What to produce:
Leave out the pictures and restate every entry word for word.

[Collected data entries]

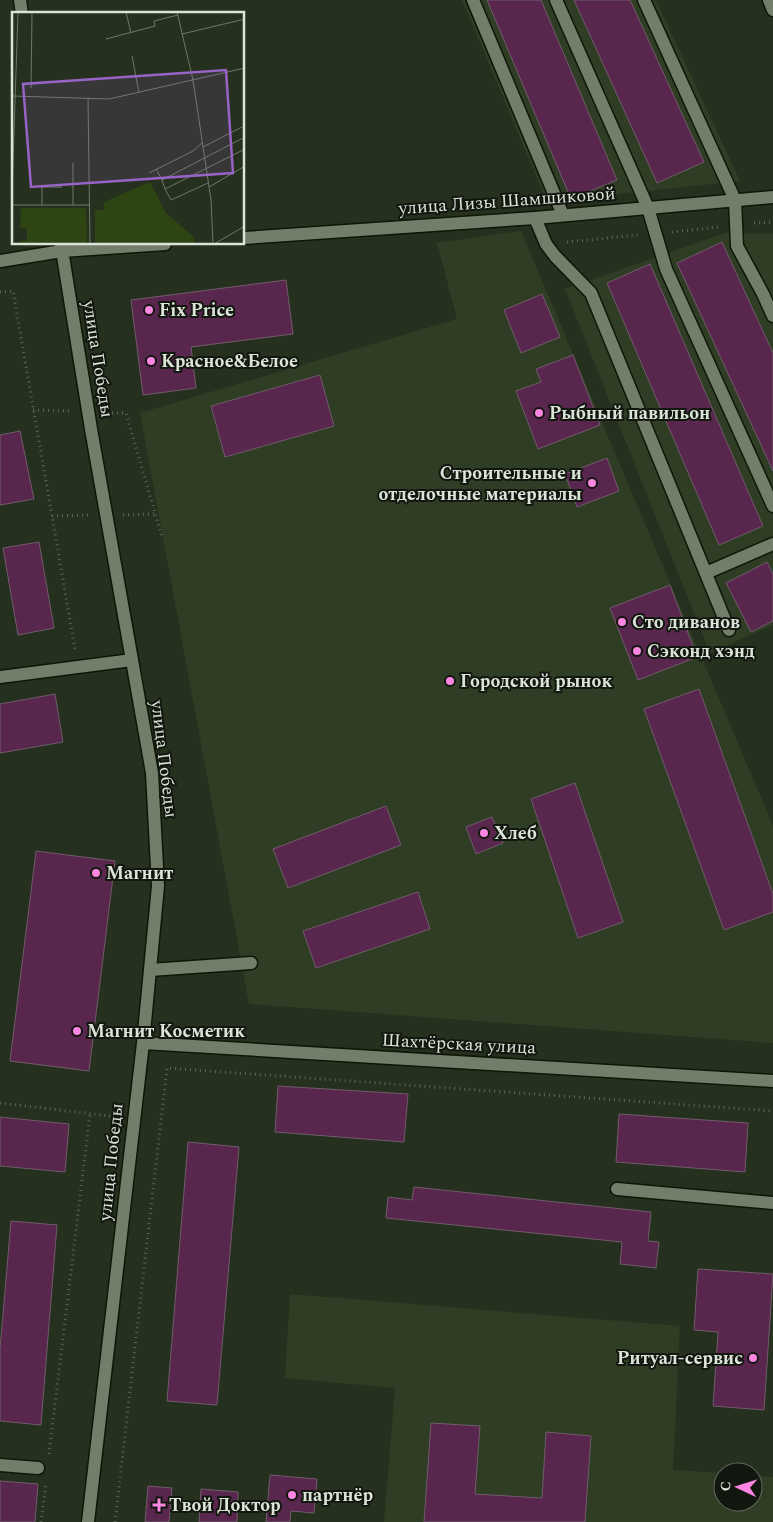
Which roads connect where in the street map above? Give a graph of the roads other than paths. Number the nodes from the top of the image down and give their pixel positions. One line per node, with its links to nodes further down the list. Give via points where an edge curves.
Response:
1 (473, 0): 9 (street)
2 (556, 0): 8 (street)
3 (644, 0): 7 (street)
4 (768, 0): 5 (street)
5 (773, 10)
6 (773, 197): 7 (street, улица Лизы Шамшиковой)
7 (735, 200): 8 (street, улица Лизы Шамшиковой); 15 (street, via 737,246)
8 (648, 208): 9 (street, улица Лизы Шамшиковой); 16 (street, via 666,269)
9 (563, 216): 10 (street, улица Лизы Шамшиковой)
10 (536, 218): 11 (street, улица Лизы Шамшиковой); 18 (street, via 546,244 591,292)
11 (245, 238)
12 (131, 245): 13 (street)
13 (62, 247): 14 (street); 20 (street, улица Победы)
14 (0, 261)
15 (773, 316)
16 (773, 506)
17 (772, 548): 18 (street)
18 (706, 573): 19 (street)
19 (729, 630)
20 (132, 660): 21 (street); 23 (street, улица Победы, via 152,773 158,886)
21 (0, 677)
22 (251, 963): 23 (street)
23 (150, 970): 24 (street, улица Победы)
24 (143, 1043): 25 (street, Шахтёрская улица); 30 (street, улица Победы)
25 (773, 1080)
26 (617, 1189): 27 (street)
27 (773, 1203)
28 (0, 1465): 29 (street)
29 (44, 1468)
30 (88, 1522)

Expected answer:
Which roads connect where in the street map above? Give a graph of the roads other than paths. Number the nodes from the top of the image down and give their pixel positions. One line per node, with its links to nodes further down the list. Give via points where an edge curves.
Response:
1 (473, 0): 9 (street)
2 (556, 0): 8 (street)
3 (644, 0): 7 (street)
4 (768, 0): 5 (street)
5 (773, 10)
6 (773, 197): 7 (street, улица Лизы Шамшиковой)
7 (735, 200): 8 (street, улица Лизы Шамшиковой); 15 (street, via 737,246)
8 (648, 208): 9 (street, улица Лизы Шамшиковой); 16 (street, via 666,269)
9 (563, 216): 10 (street, улица Лизы Шамшиковой)
10 (536, 218): 11 (street, улица Лизы Шамшиковой); 18 (street, via 546,244 591,292)
11 (245, 238)
12 (131, 245): 13 (street)
13 (62, 247): 14 (street); 20 (street, улица Победы)
14 (0, 261)
15 (773, 316)
16 (773, 506)
17 (772, 548): 18 (street)
18 (706, 573): 19 (street)
19 (729, 630)
20 (132, 660): 21 (street); 23 (street, улица Победы, via 152,773 158,886)
21 (0, 677)
22 (251, 963): 23 (street)
23 (150, 970): 24 (street, улица Победы)
24 (143, 1043): 25 (street, Шахтёрская улица); 30 (street, улица Победы)
25 (773, 1080)
26 (617, 1189): 27 (street)
27 (773, 1203)
28 (0, 1465): 29 (street)
29 (44, 1468)
30 (88, 1522)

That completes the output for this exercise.